Antimicrobial Resistance Profiles of Adherent Invasive Escherichia coli Show Increased Resistance to β-Lactams

Abstract

The adherent invasive Escherichia coli (AIEC) pathotype has been associated with the aetiology of Crohn's disease (CD). Scarce reports have shown the antimicrobial resistance (AMR) profiles of AIEC. Despite antibiotics not being recommended to treat CD, antimicrobial therapy could be useful in stratified patients, such as AIEC carriers. We examined the antimicrobial resistance profiles of AIEC strains to identify which therapies could be effective or confer a risk for such patients. Phenotypic resistance to 30 antimicrobials was tested according to CLSI standards. AIEC (n = 22) and non-pathogenic E. coli (non-AIEC) strains (n = 37) isolated from the gut mucosa of 31 CD patients and 18 controls were studied. De novo genome sequencing was carried out for 39 of the 59 strains, and AMR genes were searched using the DeepARG database in these genomes and 33 additional AIEC publicly available genomes. The strains isolated from CD and controls showed similar phenotypic AMR profiles. The genomic analysis did not reveal an increased prevalence of AMR genes. However, AIEC strains were more frequently resistant to β-lactams than non-AIEC strains (11 AIEC (50%) and 5 non-AIEC (22%) strains were resistant to at least one β-lactam; p < 0.042).

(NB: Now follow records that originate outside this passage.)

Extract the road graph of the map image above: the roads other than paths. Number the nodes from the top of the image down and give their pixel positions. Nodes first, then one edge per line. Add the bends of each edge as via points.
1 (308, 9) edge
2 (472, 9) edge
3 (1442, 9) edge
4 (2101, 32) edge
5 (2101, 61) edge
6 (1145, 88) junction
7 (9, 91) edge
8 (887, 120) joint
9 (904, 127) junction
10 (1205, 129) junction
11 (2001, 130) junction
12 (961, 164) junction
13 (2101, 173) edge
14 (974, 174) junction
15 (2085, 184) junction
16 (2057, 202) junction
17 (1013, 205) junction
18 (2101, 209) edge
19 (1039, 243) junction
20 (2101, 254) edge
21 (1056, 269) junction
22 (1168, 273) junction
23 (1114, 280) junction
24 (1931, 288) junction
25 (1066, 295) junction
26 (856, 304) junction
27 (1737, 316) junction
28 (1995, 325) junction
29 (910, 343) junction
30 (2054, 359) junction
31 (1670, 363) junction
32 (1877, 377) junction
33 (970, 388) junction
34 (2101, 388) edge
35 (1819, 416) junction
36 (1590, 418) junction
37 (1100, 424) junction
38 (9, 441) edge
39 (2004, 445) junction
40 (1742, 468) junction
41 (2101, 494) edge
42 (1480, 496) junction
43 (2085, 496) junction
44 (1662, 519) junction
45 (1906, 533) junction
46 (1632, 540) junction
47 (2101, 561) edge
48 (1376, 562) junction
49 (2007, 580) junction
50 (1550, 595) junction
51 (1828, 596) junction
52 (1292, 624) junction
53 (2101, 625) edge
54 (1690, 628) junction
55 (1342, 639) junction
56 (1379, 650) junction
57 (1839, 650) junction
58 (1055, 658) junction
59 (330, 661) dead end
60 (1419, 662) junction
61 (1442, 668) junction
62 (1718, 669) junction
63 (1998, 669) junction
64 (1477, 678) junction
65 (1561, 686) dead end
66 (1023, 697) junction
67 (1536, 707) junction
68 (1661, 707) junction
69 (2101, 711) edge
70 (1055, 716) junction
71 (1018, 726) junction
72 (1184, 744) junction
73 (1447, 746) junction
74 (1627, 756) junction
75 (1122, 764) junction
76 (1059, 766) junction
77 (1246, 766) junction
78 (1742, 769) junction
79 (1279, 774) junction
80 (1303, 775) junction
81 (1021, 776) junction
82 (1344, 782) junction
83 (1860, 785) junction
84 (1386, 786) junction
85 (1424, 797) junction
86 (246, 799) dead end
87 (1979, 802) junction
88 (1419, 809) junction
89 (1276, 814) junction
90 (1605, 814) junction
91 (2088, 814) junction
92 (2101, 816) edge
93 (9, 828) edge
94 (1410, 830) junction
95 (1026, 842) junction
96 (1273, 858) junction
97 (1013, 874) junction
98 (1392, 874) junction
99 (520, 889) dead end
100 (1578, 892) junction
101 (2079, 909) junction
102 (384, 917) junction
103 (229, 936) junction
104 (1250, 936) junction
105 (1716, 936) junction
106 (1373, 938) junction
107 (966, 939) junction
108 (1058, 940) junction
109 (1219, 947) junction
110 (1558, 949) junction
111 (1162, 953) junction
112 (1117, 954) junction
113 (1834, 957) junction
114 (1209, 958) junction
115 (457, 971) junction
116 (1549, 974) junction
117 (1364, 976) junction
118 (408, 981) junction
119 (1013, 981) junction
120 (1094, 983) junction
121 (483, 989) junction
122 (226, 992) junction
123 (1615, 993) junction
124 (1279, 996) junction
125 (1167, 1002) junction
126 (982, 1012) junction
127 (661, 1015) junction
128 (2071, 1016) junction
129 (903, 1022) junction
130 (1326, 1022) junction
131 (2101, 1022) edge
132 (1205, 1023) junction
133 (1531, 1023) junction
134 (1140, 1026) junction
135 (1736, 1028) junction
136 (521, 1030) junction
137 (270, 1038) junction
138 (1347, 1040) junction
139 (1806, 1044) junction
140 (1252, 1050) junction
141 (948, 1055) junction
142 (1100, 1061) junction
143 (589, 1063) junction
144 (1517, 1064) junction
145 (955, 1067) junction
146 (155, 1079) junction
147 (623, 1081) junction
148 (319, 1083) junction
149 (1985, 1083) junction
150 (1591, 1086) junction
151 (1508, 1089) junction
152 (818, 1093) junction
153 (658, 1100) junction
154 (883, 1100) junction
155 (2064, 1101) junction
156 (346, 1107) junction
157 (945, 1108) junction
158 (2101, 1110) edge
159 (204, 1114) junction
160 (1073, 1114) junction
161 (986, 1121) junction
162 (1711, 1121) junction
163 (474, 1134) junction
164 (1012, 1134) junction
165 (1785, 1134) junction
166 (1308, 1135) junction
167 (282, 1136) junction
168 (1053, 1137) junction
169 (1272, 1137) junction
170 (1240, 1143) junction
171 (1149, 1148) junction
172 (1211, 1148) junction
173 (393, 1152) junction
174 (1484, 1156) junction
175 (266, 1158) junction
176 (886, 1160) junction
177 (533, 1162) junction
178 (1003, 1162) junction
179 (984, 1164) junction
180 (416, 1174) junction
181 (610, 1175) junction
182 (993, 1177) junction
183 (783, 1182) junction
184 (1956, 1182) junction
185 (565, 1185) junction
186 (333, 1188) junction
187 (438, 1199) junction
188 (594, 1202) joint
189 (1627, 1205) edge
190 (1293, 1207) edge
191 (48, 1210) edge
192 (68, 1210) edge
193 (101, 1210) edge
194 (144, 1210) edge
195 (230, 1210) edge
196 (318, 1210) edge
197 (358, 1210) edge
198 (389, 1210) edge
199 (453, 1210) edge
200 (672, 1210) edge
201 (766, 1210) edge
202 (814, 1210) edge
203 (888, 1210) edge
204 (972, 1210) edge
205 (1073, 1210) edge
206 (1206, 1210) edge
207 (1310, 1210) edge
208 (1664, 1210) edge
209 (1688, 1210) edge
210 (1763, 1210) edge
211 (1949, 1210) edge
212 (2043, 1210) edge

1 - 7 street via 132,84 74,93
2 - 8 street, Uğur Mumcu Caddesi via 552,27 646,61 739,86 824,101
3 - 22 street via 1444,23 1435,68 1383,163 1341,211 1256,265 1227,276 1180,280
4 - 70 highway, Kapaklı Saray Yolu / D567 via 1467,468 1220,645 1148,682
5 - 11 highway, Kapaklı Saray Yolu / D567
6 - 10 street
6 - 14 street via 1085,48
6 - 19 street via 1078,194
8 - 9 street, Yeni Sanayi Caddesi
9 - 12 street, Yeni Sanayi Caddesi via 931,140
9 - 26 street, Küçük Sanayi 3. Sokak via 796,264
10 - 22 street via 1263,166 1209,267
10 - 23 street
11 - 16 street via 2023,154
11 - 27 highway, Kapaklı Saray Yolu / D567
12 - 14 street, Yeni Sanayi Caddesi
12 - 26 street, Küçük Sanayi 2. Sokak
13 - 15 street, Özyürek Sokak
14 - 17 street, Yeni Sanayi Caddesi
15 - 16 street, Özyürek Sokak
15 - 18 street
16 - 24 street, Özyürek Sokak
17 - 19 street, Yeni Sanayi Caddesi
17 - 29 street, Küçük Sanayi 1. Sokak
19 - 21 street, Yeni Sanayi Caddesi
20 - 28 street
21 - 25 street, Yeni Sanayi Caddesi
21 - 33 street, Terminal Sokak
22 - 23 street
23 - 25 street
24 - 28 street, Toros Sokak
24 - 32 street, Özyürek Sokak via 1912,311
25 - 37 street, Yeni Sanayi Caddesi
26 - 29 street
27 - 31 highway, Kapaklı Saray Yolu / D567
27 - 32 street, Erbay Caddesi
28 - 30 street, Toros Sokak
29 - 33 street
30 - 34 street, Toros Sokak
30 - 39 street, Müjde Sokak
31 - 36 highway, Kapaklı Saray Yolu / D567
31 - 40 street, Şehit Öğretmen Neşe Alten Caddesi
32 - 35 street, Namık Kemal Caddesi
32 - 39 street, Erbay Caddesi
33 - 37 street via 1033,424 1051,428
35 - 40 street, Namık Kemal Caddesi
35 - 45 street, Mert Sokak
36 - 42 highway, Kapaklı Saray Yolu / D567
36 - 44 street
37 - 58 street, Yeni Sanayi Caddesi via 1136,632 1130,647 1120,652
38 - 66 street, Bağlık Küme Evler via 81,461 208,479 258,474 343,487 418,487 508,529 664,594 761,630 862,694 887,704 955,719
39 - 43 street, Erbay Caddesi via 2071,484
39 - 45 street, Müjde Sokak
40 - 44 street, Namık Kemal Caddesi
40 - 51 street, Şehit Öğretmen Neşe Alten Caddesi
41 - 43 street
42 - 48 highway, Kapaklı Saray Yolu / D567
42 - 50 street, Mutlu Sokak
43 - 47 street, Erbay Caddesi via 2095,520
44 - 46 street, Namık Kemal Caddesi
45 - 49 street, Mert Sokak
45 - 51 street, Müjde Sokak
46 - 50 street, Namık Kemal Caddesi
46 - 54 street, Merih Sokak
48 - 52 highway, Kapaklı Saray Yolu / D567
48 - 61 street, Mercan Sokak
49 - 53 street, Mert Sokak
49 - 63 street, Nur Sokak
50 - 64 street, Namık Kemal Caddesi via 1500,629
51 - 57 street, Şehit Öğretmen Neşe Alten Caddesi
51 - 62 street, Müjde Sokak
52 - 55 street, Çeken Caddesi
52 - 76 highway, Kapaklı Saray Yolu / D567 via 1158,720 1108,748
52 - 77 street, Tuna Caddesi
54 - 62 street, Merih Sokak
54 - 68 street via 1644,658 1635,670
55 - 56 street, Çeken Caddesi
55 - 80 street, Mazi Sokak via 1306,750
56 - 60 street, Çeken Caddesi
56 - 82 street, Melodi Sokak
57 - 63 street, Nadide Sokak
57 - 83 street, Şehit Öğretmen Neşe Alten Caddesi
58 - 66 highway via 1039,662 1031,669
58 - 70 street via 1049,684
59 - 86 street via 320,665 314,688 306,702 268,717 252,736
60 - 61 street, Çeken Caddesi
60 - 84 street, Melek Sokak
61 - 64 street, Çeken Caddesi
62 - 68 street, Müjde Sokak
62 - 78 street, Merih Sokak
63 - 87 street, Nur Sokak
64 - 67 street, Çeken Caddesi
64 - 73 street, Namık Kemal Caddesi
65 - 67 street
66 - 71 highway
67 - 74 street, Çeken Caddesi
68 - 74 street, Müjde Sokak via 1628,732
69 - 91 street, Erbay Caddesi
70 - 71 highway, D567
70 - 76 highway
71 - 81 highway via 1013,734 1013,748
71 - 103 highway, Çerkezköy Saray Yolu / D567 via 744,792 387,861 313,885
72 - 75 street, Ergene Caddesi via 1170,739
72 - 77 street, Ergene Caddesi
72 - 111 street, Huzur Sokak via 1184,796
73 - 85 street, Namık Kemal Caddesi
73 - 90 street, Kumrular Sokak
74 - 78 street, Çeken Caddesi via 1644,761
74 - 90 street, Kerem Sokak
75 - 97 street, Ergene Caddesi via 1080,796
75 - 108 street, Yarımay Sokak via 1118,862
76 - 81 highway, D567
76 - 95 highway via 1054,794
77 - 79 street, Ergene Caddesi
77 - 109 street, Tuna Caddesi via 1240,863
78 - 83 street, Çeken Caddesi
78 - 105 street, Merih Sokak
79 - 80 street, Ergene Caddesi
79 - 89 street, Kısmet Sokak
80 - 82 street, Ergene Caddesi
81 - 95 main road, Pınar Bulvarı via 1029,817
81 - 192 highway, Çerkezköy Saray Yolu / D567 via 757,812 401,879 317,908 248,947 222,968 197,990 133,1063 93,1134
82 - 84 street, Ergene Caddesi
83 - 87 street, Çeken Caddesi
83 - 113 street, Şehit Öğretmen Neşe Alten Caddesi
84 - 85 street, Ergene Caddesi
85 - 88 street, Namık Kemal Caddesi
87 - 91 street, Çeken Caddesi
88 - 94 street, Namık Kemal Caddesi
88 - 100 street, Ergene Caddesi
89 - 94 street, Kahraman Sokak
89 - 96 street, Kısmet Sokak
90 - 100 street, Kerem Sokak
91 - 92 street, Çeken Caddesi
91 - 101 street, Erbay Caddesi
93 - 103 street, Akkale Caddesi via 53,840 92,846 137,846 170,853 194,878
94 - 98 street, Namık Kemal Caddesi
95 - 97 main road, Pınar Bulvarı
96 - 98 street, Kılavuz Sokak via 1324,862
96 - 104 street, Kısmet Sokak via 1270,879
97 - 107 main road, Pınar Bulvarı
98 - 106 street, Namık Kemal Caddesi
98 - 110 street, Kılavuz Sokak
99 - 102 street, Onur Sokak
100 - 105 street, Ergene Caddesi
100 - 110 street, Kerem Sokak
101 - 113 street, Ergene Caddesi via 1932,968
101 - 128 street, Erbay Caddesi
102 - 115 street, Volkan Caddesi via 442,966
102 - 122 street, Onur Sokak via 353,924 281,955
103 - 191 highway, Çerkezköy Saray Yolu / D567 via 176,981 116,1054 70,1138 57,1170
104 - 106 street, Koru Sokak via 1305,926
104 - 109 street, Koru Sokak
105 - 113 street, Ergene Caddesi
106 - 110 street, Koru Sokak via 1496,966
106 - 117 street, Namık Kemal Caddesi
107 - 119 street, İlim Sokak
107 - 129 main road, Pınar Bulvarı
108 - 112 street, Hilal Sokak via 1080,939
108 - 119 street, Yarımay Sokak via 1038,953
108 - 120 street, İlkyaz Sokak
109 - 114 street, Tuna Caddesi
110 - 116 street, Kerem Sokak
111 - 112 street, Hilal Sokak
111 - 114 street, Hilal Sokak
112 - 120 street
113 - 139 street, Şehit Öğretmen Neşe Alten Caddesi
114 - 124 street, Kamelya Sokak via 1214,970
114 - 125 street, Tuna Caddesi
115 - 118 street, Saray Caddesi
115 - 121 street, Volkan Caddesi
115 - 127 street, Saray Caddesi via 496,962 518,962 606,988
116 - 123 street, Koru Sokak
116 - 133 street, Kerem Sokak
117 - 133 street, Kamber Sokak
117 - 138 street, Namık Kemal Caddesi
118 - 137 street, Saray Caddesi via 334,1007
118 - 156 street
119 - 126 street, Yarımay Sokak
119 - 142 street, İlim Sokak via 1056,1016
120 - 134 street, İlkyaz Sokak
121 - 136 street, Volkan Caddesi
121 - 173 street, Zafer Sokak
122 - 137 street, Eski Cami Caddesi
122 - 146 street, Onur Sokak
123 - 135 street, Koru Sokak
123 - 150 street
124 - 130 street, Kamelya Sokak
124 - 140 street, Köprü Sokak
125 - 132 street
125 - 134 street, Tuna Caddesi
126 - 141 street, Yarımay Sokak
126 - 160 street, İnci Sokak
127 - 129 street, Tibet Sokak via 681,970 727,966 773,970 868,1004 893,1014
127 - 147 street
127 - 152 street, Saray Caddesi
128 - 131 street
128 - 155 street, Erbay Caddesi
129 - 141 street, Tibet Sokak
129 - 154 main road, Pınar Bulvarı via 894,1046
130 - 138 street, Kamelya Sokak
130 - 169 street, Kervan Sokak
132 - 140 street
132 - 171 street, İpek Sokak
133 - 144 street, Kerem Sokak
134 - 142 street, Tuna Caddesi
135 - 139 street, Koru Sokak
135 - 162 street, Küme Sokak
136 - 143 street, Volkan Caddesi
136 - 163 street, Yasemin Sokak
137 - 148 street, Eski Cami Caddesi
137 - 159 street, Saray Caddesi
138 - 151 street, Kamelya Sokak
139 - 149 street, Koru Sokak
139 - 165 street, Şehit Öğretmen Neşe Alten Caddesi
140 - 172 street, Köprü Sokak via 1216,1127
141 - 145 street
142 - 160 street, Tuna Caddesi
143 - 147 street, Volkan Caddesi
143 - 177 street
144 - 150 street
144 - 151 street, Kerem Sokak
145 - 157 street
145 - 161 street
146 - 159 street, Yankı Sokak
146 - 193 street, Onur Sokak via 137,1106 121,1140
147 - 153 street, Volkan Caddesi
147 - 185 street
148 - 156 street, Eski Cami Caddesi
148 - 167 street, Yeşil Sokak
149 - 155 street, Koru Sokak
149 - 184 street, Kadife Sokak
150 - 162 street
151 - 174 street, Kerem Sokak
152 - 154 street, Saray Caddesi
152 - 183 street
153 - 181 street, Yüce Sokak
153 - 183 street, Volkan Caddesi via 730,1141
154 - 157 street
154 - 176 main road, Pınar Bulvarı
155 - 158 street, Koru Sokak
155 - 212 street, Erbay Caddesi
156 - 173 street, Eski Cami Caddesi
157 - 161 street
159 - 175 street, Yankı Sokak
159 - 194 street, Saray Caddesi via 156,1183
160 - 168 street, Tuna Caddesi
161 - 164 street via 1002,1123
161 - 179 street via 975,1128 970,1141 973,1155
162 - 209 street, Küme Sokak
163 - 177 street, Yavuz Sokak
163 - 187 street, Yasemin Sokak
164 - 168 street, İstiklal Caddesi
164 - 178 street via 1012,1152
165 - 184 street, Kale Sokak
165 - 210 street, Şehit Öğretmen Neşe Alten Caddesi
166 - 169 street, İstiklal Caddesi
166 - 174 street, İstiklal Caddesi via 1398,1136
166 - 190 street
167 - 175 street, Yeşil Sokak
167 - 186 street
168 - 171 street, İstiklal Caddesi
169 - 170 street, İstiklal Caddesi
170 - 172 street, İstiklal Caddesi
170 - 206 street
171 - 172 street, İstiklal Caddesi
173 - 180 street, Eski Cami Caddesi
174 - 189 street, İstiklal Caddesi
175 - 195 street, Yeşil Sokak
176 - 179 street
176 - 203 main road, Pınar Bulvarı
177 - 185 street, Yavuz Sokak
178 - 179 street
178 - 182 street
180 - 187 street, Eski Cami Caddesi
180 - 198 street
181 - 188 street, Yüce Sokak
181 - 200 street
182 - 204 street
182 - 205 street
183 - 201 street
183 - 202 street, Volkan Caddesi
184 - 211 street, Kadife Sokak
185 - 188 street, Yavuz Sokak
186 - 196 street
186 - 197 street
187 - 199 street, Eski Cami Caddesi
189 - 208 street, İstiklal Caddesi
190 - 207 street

Two AIEC strains were resistant to expanded-spectrum cephalosporins. One strain carried a plasmid-mediated AmpC β-lactamase (CMY-69), and the other presented mutations in the promotor of the intrinsic chromosomal AmpC related to the hyperproduction of this enzyme. The rest of the strains were resistant to β-lactams not including expanded-spectrum cephalosporins. The majority carried TEM-related β-lactamases. Genomic analysis including external AIEC revealed that the gene sul1 encoding for sulphonamide resistance was more frequent in AIEC strains than non-AIEC strains (34.6% vs. 9.5%, p = 0.030). AMR in AIEC is a matter of concern regarding the putative implication of the pathotype in CD. The high proportion of AIEC resistant to β-lactams warrants caution about the risk there may be in the use of these antimicrobials in AIEC-colonized CD patients.

Keywords: AmpC β-lactamase; Crohn’s disease; adherent invasive Escherichia coli; antimicrobial resistance; β-lactams.

Figure 1

Frequency of antimicrobial resistance (AMR) genes in internal and external E. coli collections (A) by AIEC phenotype (52 AIEC and 21 non-AIEC) and (B) by disease origin of the strains (41 E. coli from Crohn’s disease and 17 from controls). To simplify the figure, AMR genes with a prevalence beyond 55% are not shown in the plot; this information can be found in Table S4. Symbols indicate additional AMR genes with the same distribution between groups than the gene indicated in the plot: § APH(6)-Id; §§ APH(3’)-Ia; §§§ AAC(6’)-Ib and AKG99_27275; ¥ HMPREF9534_03446; ¥¥ bla (ampc-EC11), ECDG_02574, and HMPREF1616_02804; ¤ BACUNI_00159; ¤¤ dfrB1.